Exercise details:
Read through the listing, and wherever a line holds the word "Highway", return it.
--- Task material Enclosed Below ---
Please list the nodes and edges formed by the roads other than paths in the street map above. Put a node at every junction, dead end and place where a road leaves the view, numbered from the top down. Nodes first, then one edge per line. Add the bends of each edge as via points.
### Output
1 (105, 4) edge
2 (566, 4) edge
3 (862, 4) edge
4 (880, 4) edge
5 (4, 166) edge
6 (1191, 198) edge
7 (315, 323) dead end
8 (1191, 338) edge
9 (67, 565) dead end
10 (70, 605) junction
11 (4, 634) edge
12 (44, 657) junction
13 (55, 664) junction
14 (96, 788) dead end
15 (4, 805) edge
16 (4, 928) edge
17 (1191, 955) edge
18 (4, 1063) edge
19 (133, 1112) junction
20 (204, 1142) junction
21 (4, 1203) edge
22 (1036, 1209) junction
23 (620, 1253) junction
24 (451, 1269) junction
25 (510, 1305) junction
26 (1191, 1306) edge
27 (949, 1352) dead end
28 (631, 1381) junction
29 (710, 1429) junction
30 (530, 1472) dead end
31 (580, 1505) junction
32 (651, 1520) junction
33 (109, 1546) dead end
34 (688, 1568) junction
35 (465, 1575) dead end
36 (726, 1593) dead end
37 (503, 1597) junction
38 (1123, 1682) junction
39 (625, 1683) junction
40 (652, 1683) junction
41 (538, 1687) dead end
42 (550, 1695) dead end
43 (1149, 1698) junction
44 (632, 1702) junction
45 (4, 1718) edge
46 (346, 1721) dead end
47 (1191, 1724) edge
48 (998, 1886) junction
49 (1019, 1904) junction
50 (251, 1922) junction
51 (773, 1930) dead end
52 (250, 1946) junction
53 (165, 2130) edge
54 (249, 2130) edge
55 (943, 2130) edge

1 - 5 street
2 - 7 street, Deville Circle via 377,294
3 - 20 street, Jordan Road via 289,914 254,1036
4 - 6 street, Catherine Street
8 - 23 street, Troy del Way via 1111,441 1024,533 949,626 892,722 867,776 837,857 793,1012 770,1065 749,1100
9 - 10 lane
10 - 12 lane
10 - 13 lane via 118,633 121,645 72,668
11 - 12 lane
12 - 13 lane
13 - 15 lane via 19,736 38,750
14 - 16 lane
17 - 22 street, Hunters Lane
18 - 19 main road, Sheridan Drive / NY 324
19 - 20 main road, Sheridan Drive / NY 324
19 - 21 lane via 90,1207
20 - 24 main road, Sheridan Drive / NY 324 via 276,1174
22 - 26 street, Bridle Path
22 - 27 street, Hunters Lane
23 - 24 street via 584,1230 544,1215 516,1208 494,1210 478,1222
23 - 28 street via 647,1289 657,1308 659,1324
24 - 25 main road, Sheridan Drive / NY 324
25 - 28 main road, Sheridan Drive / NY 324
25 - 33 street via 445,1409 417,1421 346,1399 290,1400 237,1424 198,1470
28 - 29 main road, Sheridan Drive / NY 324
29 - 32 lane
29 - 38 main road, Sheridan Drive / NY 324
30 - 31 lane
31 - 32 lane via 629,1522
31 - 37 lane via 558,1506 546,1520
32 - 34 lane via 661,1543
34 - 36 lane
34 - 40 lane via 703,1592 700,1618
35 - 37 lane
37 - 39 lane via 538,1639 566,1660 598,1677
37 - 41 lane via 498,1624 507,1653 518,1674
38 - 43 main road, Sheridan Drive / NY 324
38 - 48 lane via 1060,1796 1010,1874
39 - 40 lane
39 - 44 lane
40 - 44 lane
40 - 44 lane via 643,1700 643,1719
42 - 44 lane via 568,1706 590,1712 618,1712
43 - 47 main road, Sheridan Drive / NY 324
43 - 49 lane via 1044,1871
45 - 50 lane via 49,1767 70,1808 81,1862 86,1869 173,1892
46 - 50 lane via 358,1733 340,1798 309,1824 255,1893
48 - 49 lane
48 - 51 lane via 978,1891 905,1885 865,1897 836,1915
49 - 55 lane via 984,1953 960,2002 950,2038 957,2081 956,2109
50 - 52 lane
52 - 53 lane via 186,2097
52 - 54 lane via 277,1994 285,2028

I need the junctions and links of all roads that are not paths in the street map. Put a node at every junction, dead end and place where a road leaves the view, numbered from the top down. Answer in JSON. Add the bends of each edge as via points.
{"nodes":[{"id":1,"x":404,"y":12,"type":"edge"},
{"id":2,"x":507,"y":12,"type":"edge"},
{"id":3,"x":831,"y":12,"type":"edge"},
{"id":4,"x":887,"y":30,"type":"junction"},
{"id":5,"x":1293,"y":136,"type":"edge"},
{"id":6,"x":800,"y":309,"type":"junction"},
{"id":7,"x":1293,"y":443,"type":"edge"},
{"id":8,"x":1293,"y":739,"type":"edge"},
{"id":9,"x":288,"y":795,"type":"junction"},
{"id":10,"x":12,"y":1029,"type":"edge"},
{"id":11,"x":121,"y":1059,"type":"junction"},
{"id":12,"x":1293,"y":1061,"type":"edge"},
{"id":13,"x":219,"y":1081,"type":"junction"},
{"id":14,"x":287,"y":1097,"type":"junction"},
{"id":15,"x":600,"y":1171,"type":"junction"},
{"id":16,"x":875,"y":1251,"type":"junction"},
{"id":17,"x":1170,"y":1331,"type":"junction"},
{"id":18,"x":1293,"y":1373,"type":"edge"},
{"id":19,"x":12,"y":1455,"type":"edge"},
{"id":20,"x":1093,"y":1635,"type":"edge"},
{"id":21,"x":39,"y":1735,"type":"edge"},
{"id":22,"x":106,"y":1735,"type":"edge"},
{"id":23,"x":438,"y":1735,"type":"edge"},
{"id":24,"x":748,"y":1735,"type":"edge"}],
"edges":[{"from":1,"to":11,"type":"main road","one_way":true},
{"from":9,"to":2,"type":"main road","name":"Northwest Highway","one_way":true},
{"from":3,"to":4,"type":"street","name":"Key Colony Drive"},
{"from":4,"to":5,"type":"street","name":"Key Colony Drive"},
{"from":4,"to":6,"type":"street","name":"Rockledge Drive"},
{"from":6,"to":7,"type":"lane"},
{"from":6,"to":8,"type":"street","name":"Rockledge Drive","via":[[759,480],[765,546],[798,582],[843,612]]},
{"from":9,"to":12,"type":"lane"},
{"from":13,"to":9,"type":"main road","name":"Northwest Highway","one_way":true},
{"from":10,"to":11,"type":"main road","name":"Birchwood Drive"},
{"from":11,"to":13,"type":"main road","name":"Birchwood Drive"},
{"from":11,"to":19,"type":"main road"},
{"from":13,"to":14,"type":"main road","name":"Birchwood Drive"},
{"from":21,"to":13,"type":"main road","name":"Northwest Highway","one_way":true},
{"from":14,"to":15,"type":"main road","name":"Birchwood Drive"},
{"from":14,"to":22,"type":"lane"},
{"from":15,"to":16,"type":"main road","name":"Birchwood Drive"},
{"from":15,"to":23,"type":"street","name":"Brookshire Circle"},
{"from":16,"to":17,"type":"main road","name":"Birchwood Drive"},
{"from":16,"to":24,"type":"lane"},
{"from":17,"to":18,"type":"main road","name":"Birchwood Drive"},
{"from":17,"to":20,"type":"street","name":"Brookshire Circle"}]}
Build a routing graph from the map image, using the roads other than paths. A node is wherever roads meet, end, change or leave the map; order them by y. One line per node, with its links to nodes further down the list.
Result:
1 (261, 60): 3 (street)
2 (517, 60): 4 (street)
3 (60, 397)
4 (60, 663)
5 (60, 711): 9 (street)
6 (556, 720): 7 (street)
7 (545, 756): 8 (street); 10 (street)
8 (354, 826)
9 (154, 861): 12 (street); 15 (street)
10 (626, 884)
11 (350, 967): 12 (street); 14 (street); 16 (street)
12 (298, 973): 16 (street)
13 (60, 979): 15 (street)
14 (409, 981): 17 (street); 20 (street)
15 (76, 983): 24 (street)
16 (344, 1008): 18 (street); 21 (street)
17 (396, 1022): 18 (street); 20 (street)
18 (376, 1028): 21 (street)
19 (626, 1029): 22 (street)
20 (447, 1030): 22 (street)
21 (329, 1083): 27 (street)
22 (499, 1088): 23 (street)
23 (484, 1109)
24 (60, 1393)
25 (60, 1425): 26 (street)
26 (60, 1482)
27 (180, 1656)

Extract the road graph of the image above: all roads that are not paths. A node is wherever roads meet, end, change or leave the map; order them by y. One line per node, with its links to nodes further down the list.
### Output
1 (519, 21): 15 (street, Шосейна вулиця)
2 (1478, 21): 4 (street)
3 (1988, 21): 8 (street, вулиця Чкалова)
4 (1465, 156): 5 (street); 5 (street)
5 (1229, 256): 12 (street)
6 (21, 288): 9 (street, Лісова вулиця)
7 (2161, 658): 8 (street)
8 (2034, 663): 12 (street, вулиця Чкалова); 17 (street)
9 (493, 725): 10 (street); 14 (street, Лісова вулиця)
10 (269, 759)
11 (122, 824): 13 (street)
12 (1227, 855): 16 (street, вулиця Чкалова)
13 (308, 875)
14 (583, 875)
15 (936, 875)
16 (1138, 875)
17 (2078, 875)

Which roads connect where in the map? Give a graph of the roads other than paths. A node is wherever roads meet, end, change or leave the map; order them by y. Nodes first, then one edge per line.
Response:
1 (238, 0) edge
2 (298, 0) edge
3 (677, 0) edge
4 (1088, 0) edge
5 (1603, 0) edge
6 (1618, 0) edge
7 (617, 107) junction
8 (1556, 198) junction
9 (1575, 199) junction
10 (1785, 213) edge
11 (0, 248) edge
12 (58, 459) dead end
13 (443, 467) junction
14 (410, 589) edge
--- End of Enclosed Task material ---
Task solution:
{"from":9,"to":2,"type":"main road","name":"Northwest Highway","one_way":true},
{"from":13,"to":9,"type":"main road","name":"Northwest Highway","one_way":true},
{"from":21,"to":13,"type":"main road","name":"Northwest Highway","one_way":true},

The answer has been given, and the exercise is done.